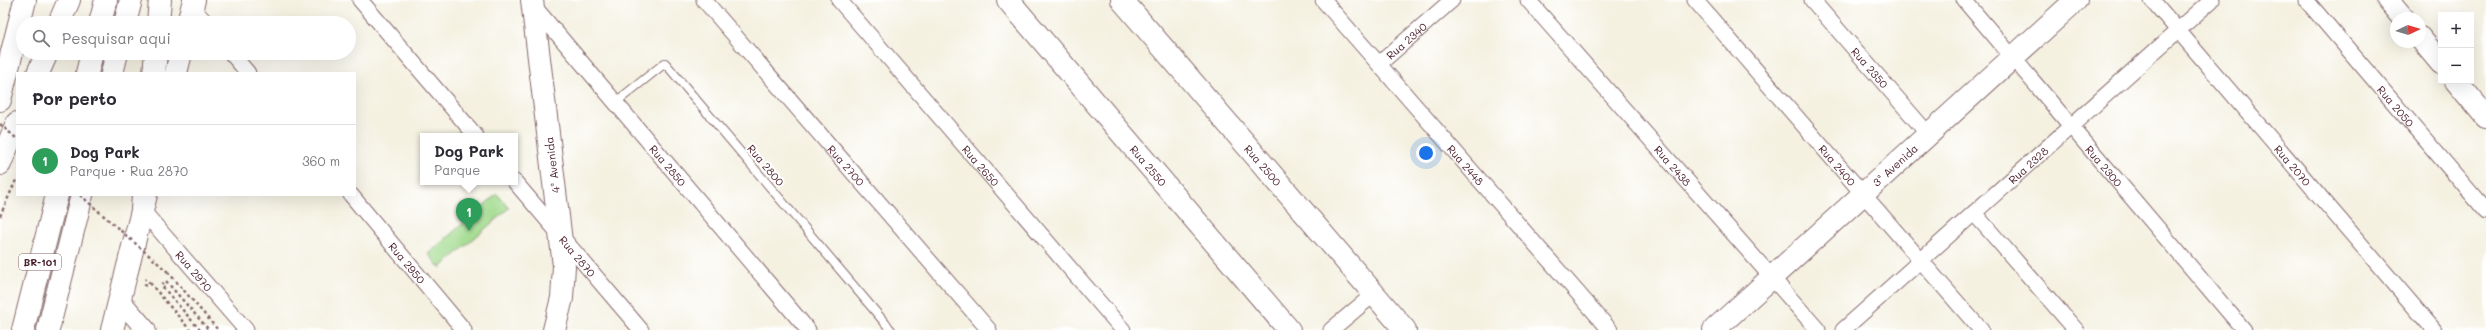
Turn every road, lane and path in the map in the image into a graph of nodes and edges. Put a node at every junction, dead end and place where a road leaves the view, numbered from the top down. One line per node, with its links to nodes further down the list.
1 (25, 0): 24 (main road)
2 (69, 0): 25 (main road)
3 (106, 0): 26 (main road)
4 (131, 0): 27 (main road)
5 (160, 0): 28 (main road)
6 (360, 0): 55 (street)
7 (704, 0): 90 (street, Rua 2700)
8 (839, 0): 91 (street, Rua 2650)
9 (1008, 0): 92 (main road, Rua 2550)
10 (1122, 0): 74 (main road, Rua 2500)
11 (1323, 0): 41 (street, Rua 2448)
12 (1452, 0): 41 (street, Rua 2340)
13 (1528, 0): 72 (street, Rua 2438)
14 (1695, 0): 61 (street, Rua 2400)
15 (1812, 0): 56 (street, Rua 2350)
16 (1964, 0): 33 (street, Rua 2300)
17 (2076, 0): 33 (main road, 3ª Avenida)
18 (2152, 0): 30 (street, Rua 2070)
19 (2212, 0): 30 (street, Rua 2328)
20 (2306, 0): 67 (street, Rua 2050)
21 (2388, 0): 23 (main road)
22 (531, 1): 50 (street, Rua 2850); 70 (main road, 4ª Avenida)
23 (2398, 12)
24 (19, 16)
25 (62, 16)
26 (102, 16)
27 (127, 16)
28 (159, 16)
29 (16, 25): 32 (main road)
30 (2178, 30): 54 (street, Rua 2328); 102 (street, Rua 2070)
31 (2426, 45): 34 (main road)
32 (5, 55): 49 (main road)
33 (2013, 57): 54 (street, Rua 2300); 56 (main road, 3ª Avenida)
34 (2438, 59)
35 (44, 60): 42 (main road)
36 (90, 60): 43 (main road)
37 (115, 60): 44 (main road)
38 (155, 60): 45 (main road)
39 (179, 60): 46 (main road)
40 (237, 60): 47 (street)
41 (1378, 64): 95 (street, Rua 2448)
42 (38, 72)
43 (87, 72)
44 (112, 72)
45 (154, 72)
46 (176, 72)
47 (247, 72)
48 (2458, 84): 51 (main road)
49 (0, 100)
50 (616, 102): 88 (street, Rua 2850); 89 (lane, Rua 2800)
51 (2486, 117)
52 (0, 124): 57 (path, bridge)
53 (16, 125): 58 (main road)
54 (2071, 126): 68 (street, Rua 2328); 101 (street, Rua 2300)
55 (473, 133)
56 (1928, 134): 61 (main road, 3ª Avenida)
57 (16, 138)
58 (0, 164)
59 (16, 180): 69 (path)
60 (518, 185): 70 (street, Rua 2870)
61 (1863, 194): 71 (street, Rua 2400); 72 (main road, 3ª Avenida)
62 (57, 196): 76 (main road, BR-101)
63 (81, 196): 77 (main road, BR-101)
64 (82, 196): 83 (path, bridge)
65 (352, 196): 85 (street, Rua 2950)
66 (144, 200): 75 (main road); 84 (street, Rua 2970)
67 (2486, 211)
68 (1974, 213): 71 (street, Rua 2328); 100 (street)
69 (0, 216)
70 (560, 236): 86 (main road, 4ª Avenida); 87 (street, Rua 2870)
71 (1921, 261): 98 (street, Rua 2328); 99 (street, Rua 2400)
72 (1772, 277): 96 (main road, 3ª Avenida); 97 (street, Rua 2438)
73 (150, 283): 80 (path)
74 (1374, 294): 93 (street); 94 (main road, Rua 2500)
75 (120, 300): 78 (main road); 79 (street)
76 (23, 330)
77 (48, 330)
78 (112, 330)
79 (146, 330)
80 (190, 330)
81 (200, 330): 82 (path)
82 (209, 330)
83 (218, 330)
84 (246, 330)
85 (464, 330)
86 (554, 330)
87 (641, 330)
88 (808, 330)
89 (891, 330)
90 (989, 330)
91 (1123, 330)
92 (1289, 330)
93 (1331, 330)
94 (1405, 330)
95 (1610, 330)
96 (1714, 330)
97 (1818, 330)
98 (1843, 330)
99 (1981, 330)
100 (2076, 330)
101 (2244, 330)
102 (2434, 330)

PROBLEM STATEMENT:
Find the lines above that contain the word "bridge" and collect them.

RESPONSE TO THIS TASK:
52 (0, 124): 57 (path, bridge)
64 (82, 196): 83 (path, bridge)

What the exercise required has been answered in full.